Book of Mormon word change sparks debate

Critics say passage about American Indians contradicts original scriptural claim

? The introduction to the 2006 edition of the Book of Mormon has a new word: among.

It sounds trivial, but to some it represents a huge change to teachings that have been passed on for generations within The Church of Jesus Christ of Latter-day Saints.

The new wording comes in a passage about American Indians, who have long been presented by Mormon leaders as direct ancestors of a lost tribe of Israel known as the Lamanites.

“After thousands of years all were destroyed except the Lamanites, and they are among the ancestors of the American Indians,” the new introduction reads.

In previous editions, the phrase was “are the ancestors.”

What’s the big deal? Church defenders say there is nothing important in the change.

But skeptics view it differently. The issue is that church missionaries have long portrayed Book of Mormon stories as fact. To them, it looks like the new wording is a quiet concession that DNA research accurately contradicts the scriptural claim.

“Now they’re going to say, ‘We got that wrong?”‘ said Edmonds Community College professor of anthropology Thomas Murphy in Lynnwood, Wash.

A Mormon, Murphy said he predicted the church would ultimately concede the Lamanite story was folklore and not science in a 2002 essay that appeared in “American Apocrypha,” a collection of writings about the Book of Mormon.

Murphy said the use of “among” makes a somewhat deceptive change. It gives the appearance that the institutional church is moving to a position more consistent with science.

“In a way, this is a mask for a more serious problem,” said Murphy, who was also threatened with excommunication in 2002. “The Book of Mormon is entirely inconsistent with the archaeology, the DNA, actually with all the evidence we have from the ancient Americas.”

Mormons believe the Book of Mormon was translated with a seer stone by founder Joseph Smith from a set of gold plates buried in upstate New York. The faithful consider it the word of God and a valid testimony of Jesus Christ’s work in the ancient Americas. First published in 1830, it has been translated into 105 languages.

The introduction – where the change has been made – was added in 1981 and thought to be drafted by the late Bruce R. McConkie, a member of the Quorum of the Twelve Apostles, the second-most powerful church governing body.

John L. Sorenson, professor emeritus of anthropology at the church-owned Brigham Young University, said that altering what’s understood to be an opinion doesn’t change the church or the text of the book itself.

“Some people may want to twist this matter of a slight word change into something that they themselves want to communicate,” said Sorenson. “An editorial commentary is all that has been changed. … They might have decided to put more commas in.”

Sorenson’s own scholarship preaches a “limited geography” theory of Book of Mormon stories. Its premise is that the book chronicles the lives of people who lived in a small region of Central America. Mormon scholars moved away from any absolute beliefs about the ancestral lines of Indians, said Sorenson, who called the change a “backhanded” acknowledgment from church leaders of the scholarly drift.
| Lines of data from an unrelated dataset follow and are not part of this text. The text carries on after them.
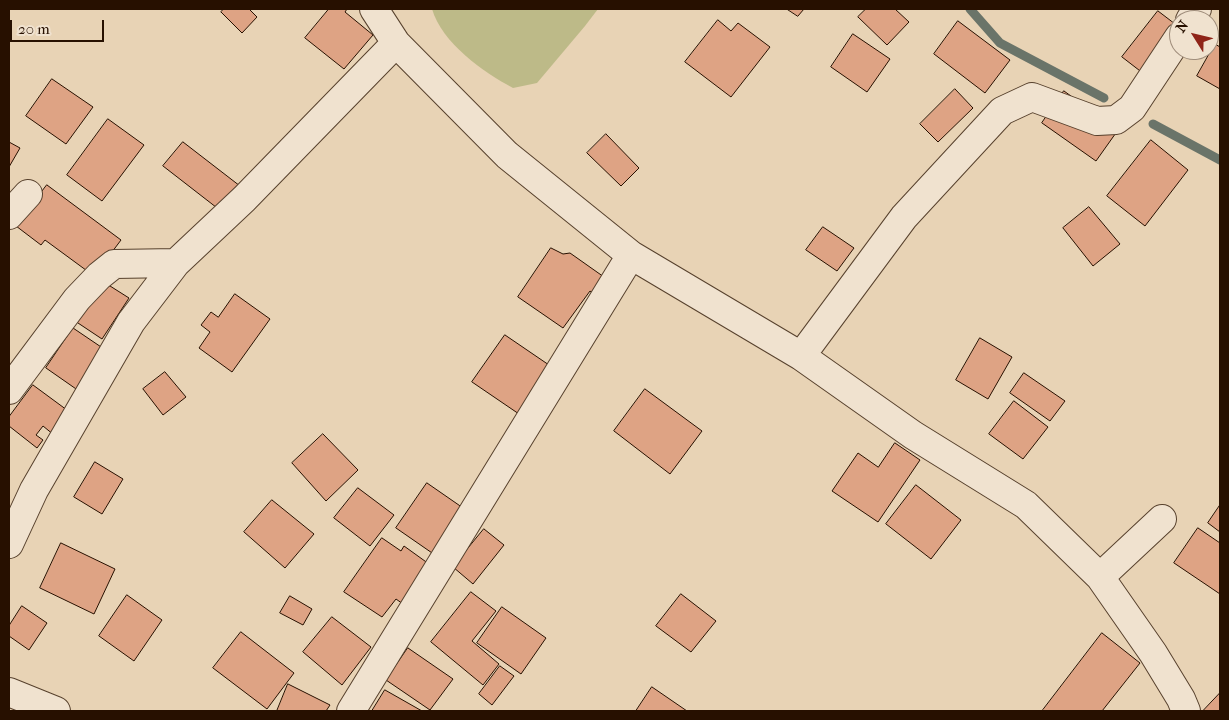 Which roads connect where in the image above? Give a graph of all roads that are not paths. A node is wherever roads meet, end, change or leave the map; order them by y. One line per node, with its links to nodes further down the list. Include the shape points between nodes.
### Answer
1 (374, 9): 2 (street)
2 (396, 42): 6 (street, via 508,155); 7 (street, via 244,199)
3 (1169, 51): 8 (street, via 1132,108 1116,120 1097,121 1032,97 1002,111 904,217)
4 (28, 194): 5 (street)
5 (9, 215)
6 (631, 255): 8 (street); 15 (street)
7 (176, 263): 9 (street, via 114,264 77,299); 11 (street, via 131,322 34,490)
8 (801, 356): 12 (street, via 913,435 1026,505)
9 (9, 390)
10 (1162, 519): 12 (street)
11 (9, 544)
12 (1100, 577): 16 (street, via 1153,654)
13 (9, 692): 14 (street)
14 (56, 711)
15 (351, 711)
16 (1186, 711)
“It’s impossible for me to see what all the fuss is about,” he said.

Bob Rees, a retired UCLA literature professor and a former editor of the Mormon Dialogue quarterly, is also puzzled. A central tenet of Latter-day Saint beliefs includes the principle of continuing revelation and an open religious canon, so change should be expected, Rees said.

“God speaks of the (Mormon) church as being a living church and if it is, that means it’s not static, there’s an opportunity for change,” he said.